*Task inputs*:
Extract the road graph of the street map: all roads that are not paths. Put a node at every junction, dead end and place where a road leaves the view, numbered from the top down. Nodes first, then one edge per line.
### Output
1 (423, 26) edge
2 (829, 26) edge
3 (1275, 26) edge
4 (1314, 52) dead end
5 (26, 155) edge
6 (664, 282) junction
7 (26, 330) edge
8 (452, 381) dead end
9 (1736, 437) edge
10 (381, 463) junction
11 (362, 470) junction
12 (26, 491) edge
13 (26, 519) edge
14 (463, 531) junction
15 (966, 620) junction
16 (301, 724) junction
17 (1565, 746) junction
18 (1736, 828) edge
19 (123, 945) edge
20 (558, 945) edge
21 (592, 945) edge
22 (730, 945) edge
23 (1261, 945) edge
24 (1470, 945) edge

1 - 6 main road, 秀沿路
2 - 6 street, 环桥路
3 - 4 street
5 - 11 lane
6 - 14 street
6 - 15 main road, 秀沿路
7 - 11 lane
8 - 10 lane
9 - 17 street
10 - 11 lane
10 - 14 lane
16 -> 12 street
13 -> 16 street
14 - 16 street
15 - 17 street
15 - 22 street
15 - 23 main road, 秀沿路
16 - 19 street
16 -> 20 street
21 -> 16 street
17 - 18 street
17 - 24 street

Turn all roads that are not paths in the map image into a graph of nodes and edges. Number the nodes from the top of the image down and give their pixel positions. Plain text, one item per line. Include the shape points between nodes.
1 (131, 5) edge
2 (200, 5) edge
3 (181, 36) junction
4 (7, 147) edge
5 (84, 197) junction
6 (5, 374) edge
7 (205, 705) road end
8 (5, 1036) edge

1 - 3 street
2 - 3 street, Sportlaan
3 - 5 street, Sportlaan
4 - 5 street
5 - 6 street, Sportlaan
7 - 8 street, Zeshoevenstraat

*What you are asked to do*: Each record, exactly as written, is to be printed again.

*Solution for this exercise*:
Extract the road graph of the street map: all roads that are not paths. Put a node at every junction, dead end and place where a road leaves the view, numbered from the top down. Nodes first, then one edge per line.
### Output
1 (423, 26) edge
2 (829, 26) edge
3 (1275, 26) edge
4 (1314, 52) dead end
5 (26, 155) edge
6 (664, 282) junction
7 (26, 330) edge
8 (452, 381) dead end
9 (1736, 437) edge
10 (381, 463) junction
11 (362, 470) junction
12 (26, 491) edge
13 (26, 519) edge
14 (463, 531) junction
15 (966, 620) junction
16 (301, 724) junction
17 (1565, 746) junction
18 (1736, 828) edge
19 (123, 945) edge
20 (558, 945) edge
21 (592, 945) edge
22 (730, 945) edge
23 (1261, 945) edge
24 (1470, 945) edge

1 - 6 main road, 秀沿路
2 - 6 street, 环桥路
3 - 4 street
5 - 11 lane
6 - 14 street
6 - 15 main road, 秀沿路
7 - 11 lane
8 - 10 lane
9 - 17 street
10 - 11 lane
10 - 14 lane
16 -> 12 street
13 -> 16 street
14 - 16 street
15 - 17 street
15 - 22 street
15 - 23 main road, 秀沿路
16 - 19 street
16 -> 20 street
21 -> 16 street
17 - 18 street
17 - 24 street

Turn all roads that are not paths in the map image into a graph of nodes and edges. Number the nodes from the top of the image down and give their pixel positions. Plain text, one item per line. Include the shape points between nodes.
1 (131, 5) edge
2 (200, 5) edge
3 (181, 36) junction
4 (7, 147) edge
5 (84, 197) junction
6 (5, 374) edge
7 (205, 705) road end
8 (5, 1036) edge

1 - 3 street
2 - 3 street, Sportlaan
3 - 5 street, Sportlaan
4 - 5 street
5 - 6 street, Sportlaan
7 - 8 street, Zeshoevenstraat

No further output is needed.